BEGIN Data in this exercise

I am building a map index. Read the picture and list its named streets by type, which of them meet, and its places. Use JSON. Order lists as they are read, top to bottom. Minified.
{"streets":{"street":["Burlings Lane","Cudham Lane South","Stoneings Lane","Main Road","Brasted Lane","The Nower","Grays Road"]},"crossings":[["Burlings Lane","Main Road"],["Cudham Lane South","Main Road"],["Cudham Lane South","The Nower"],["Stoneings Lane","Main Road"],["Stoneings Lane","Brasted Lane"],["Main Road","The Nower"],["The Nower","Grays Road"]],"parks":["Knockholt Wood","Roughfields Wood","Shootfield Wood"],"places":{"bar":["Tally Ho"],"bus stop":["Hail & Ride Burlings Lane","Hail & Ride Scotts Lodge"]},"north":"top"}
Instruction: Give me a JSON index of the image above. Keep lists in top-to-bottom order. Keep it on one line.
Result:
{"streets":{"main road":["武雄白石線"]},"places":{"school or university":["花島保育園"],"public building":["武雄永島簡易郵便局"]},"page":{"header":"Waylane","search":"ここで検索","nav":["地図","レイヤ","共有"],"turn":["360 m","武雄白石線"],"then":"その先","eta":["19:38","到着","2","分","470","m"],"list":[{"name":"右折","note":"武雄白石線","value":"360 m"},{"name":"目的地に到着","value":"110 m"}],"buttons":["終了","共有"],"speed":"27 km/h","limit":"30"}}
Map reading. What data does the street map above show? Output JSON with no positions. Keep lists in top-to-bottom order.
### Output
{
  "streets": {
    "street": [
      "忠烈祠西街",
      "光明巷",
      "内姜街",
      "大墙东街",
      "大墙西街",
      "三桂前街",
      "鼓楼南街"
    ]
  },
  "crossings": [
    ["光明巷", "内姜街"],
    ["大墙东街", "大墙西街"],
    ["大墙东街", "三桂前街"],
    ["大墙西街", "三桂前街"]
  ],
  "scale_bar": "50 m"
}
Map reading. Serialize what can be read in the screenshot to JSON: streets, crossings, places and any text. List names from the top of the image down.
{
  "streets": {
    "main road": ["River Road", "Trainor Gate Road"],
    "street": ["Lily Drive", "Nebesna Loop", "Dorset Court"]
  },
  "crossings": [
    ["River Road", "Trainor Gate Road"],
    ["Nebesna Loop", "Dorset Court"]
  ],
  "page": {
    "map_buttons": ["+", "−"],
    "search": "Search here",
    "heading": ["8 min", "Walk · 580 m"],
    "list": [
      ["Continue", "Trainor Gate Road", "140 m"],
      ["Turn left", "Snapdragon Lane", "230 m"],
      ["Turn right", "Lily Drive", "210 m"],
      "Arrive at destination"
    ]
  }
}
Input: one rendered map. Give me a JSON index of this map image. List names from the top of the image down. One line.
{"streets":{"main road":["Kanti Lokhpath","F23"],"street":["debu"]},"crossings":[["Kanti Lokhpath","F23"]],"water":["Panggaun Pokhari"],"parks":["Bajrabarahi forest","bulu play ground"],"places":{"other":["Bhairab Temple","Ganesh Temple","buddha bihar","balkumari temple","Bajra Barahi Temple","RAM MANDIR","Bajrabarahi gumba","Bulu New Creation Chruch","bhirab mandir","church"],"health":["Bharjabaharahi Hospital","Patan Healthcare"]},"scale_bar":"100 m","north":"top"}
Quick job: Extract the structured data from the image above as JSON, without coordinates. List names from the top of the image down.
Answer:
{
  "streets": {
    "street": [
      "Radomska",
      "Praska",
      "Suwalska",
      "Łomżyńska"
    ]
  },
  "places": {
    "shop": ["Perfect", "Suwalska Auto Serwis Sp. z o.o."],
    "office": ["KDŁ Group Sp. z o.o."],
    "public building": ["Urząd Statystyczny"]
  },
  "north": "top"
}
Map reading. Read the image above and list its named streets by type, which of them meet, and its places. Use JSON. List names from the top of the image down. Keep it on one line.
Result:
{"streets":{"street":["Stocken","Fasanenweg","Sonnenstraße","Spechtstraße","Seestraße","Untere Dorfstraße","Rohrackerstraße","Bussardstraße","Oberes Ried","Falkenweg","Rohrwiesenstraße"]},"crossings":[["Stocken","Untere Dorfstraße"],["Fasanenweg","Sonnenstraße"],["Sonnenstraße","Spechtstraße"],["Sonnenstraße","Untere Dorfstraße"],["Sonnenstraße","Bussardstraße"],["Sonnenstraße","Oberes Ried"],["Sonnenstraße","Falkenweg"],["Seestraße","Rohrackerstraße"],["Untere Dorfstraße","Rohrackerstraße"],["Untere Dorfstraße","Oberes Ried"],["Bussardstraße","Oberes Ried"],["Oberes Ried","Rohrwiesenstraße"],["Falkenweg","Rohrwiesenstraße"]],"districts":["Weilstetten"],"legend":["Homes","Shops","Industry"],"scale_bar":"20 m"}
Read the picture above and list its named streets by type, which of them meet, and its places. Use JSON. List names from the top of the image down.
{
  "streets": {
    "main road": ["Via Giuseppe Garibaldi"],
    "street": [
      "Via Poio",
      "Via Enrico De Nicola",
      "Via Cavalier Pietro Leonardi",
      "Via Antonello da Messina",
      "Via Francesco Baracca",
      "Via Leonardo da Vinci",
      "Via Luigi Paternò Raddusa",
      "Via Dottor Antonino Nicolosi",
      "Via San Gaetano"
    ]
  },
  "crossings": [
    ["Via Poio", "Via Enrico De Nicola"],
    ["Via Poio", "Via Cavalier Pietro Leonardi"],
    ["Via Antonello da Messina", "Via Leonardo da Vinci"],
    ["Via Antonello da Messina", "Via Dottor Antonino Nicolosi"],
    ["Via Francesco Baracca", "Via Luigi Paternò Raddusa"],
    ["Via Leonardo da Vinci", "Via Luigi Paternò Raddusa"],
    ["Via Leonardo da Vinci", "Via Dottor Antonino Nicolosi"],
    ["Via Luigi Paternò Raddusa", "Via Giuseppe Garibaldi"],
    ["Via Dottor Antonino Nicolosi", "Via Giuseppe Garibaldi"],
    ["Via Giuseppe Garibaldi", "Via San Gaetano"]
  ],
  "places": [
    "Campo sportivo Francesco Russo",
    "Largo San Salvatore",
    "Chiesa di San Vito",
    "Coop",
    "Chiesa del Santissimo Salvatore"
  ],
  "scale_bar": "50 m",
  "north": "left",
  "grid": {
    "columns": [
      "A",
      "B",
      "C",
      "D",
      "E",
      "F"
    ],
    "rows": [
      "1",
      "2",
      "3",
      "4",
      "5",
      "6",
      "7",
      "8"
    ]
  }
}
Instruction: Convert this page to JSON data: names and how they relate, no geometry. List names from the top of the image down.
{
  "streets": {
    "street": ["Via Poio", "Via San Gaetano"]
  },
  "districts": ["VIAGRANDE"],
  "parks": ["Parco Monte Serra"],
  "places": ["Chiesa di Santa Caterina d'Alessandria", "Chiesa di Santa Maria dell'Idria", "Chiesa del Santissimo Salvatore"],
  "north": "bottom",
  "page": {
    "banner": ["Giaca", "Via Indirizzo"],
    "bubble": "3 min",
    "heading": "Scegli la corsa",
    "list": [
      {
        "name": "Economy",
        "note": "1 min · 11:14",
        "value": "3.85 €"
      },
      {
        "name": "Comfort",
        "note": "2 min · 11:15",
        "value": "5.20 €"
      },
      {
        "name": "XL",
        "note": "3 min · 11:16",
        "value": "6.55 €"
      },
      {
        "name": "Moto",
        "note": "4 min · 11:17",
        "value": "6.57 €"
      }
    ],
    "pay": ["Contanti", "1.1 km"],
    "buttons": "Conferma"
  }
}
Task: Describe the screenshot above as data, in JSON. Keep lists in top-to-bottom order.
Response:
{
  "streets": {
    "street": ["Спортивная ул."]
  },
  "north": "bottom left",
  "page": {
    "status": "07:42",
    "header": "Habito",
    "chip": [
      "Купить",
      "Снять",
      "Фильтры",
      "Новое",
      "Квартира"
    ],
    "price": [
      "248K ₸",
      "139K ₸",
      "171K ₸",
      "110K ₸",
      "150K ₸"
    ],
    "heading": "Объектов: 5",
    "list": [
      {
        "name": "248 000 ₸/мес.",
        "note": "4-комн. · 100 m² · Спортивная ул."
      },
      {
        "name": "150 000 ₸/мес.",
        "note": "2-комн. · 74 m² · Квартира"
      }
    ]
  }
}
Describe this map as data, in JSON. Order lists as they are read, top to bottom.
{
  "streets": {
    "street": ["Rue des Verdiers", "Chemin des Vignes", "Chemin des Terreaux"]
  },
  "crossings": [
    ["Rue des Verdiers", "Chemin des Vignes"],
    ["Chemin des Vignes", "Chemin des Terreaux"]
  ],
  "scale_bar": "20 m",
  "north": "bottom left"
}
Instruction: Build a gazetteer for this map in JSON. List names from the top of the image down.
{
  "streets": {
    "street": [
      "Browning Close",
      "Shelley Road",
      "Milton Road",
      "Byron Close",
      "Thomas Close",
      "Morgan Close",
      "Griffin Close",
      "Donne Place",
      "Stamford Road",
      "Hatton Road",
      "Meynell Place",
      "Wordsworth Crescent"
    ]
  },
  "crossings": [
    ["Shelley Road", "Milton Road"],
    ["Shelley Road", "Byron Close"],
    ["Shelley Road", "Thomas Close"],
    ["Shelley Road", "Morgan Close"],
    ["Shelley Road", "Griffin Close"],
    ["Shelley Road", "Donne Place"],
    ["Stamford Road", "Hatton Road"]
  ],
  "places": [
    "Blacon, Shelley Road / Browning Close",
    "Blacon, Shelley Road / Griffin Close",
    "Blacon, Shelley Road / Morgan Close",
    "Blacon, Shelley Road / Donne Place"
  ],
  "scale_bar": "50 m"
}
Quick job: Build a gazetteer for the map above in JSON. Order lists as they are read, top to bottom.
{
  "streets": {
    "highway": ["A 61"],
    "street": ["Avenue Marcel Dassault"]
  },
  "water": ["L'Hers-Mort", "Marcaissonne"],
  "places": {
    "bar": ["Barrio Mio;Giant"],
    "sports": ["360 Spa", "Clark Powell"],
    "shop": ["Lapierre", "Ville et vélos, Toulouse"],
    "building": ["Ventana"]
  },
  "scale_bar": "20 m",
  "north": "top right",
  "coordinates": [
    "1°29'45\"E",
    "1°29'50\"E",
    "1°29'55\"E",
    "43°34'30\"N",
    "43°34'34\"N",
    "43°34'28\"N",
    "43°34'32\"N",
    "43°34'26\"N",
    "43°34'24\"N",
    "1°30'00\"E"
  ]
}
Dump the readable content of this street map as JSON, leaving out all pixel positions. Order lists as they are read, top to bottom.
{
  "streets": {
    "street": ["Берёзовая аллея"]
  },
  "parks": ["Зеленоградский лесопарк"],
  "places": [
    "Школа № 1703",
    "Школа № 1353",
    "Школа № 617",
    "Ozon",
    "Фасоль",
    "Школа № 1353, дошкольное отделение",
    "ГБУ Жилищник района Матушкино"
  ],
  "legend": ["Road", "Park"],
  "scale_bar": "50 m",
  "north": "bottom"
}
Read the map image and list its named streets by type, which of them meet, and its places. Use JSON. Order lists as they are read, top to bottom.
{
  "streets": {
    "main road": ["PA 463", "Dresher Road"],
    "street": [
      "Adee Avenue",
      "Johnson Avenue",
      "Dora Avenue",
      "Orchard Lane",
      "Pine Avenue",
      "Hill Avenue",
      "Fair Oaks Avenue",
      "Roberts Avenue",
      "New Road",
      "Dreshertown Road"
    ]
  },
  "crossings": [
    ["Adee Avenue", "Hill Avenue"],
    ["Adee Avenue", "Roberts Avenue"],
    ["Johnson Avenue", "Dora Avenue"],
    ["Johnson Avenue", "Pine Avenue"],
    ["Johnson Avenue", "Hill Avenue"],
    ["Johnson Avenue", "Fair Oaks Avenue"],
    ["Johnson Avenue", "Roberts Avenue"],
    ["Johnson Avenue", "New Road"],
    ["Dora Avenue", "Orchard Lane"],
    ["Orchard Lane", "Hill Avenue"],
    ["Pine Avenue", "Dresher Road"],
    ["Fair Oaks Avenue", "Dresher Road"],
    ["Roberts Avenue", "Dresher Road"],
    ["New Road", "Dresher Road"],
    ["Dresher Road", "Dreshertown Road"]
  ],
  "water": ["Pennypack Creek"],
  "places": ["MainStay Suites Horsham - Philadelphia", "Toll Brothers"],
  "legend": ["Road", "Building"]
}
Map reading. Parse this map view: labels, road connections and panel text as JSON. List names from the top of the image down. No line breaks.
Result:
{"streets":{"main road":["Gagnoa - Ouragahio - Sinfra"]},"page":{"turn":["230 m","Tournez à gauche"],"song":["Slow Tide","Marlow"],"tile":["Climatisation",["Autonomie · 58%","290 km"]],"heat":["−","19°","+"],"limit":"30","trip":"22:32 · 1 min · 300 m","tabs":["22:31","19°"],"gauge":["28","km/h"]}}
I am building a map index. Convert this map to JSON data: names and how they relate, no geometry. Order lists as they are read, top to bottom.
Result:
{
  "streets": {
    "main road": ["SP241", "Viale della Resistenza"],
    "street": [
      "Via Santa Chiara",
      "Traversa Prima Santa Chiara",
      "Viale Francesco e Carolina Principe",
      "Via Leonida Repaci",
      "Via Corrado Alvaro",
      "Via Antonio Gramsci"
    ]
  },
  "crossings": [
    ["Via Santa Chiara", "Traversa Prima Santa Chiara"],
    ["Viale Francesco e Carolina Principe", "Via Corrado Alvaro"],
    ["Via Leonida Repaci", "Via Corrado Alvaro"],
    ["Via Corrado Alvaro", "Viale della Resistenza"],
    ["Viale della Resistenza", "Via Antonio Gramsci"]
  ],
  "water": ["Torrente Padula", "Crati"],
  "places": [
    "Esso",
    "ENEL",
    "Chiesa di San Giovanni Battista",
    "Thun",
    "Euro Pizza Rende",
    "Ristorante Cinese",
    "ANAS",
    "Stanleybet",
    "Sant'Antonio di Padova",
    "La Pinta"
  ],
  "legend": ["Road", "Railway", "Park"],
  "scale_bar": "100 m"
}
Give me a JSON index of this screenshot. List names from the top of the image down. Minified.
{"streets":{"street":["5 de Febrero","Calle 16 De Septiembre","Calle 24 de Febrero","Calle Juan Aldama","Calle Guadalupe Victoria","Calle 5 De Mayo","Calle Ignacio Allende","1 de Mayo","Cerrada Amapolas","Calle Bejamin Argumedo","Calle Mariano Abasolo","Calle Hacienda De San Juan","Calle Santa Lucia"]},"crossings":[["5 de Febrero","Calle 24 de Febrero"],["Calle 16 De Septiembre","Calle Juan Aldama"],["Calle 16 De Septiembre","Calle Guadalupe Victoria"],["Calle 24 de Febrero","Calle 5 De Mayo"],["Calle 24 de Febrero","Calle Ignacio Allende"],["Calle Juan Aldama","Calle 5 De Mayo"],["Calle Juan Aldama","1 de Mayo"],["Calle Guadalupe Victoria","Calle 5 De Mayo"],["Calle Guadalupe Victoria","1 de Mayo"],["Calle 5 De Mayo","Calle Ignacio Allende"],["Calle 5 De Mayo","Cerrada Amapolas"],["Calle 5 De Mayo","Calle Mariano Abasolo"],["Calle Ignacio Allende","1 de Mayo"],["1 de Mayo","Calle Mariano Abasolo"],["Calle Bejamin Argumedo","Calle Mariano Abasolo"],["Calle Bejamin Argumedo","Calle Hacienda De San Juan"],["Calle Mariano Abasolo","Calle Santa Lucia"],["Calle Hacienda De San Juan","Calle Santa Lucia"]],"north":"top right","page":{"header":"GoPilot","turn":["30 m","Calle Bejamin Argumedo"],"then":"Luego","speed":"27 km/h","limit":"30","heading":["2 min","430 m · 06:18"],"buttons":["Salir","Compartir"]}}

END Data in this exercise

» Action item
Lines above with the string "Keep" need to be found and copied.

» Solution to the exercise
Instruction: Give me a JSON index of the image above. Keep lists in top-to-bottom order. Keep it on one line.
Map reading. What data does the street map above show? Output JSON with no positions. Keep lists in top-to-bottom order.
Map reading. Read the image above and list its named streets by type, which of them meet, and its places. Use JSON. List names from the top of the image down. Keep it on one line.
Task: Describe the screenshot above as data, in JSON. Keep lists in top-to-bottom order.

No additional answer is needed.